### WHAT TO WORK ON
Go through the records that follow and tally the lines with "main" in them; answer with the number alone.

*** THE RECORDS Section Begins ***

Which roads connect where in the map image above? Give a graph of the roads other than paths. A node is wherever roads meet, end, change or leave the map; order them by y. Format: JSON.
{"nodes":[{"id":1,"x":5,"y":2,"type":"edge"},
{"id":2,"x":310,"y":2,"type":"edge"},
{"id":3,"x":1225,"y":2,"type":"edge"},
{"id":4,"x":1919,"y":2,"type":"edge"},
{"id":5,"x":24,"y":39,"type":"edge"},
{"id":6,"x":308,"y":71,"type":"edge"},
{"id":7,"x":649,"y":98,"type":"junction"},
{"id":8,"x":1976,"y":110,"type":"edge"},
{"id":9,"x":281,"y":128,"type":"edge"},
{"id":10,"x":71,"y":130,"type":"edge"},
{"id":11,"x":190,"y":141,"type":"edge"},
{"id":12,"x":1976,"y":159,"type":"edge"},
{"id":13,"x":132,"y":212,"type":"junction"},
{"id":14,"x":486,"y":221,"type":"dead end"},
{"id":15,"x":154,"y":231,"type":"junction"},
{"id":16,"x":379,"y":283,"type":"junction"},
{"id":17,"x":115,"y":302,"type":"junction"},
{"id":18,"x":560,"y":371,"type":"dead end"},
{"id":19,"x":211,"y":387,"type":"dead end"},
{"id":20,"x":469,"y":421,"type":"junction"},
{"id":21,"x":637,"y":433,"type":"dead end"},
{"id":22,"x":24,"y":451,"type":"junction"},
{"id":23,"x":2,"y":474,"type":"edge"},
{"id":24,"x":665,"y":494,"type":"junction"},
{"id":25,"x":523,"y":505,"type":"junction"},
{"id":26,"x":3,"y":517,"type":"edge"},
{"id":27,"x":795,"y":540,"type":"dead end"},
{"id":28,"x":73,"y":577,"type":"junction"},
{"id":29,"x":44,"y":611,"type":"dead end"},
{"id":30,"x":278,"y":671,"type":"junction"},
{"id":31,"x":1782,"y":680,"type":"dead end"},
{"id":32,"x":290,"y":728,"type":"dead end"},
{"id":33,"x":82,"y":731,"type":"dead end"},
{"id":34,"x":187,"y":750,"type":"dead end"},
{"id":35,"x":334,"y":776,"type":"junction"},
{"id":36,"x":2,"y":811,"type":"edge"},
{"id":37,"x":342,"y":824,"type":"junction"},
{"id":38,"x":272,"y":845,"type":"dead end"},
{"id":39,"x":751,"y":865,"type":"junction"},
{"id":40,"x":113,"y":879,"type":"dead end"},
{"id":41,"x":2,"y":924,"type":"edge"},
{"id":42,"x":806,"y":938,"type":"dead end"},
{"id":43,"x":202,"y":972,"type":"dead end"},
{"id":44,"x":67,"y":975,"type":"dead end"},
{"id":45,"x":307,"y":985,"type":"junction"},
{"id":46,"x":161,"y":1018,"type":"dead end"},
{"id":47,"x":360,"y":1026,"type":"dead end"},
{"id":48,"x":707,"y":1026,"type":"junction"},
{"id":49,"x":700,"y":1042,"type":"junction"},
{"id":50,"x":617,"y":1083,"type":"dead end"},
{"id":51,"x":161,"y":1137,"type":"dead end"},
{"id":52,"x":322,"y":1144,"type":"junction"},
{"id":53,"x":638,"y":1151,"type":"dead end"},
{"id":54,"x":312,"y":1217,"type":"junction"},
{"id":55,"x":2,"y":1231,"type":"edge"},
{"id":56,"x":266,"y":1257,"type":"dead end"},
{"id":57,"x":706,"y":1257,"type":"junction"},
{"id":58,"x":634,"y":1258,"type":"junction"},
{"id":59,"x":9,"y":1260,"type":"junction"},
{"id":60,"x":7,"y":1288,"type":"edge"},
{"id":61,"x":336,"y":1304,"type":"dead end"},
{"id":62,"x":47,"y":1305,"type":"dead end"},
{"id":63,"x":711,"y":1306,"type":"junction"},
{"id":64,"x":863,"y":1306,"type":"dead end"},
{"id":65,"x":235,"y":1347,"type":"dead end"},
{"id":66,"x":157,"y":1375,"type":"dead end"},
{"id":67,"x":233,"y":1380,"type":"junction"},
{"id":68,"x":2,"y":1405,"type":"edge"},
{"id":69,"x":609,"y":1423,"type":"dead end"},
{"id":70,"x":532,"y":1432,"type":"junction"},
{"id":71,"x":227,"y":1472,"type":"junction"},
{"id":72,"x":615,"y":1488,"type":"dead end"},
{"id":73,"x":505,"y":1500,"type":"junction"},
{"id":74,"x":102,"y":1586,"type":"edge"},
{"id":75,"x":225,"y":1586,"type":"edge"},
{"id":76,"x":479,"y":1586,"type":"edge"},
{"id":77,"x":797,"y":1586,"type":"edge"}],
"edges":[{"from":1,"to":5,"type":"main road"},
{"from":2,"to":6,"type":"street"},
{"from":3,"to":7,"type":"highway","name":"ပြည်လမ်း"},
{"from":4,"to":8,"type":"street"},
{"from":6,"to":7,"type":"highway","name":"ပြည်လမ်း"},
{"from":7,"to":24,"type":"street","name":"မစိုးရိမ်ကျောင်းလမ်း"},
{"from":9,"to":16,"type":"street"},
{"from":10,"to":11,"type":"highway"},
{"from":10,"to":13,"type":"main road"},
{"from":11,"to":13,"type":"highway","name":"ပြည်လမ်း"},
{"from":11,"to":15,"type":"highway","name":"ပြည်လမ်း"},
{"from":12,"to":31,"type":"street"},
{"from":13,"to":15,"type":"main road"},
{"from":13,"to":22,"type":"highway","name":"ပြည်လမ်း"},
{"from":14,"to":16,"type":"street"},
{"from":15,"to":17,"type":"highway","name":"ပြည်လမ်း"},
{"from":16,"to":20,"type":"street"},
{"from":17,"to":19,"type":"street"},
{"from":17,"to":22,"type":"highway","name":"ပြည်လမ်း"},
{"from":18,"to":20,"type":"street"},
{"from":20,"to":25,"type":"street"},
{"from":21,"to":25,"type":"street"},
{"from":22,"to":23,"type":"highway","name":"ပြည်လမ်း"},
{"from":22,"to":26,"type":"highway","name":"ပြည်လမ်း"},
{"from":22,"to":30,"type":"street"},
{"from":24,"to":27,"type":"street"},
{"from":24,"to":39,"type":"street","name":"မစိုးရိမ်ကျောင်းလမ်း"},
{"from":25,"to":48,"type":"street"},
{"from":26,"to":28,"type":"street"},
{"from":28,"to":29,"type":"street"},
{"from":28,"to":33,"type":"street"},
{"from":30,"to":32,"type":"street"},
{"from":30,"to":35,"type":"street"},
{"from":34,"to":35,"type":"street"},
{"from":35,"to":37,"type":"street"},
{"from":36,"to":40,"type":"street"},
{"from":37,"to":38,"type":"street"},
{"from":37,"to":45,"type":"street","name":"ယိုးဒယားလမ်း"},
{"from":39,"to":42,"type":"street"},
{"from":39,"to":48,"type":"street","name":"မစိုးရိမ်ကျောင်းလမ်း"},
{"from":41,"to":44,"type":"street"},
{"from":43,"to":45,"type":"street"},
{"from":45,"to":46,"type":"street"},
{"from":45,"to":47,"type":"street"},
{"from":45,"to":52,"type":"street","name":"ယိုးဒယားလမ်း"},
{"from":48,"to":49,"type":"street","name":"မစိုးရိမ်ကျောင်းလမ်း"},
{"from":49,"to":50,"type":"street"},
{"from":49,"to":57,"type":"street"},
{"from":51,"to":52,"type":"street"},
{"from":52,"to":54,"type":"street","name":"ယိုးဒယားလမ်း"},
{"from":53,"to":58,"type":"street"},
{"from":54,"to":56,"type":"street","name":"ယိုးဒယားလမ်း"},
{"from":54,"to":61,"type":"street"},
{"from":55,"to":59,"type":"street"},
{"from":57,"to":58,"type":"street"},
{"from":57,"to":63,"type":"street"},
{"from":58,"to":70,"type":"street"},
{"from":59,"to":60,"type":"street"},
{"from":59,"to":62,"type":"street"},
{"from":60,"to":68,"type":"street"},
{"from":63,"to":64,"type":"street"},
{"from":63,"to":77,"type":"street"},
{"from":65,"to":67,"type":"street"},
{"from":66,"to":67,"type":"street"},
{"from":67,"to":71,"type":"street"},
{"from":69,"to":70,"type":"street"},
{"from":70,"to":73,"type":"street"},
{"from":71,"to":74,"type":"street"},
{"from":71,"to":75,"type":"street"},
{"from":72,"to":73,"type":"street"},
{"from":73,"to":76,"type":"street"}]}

*** THE RECORDS Section Ends ***

### ANSWER SECTION
3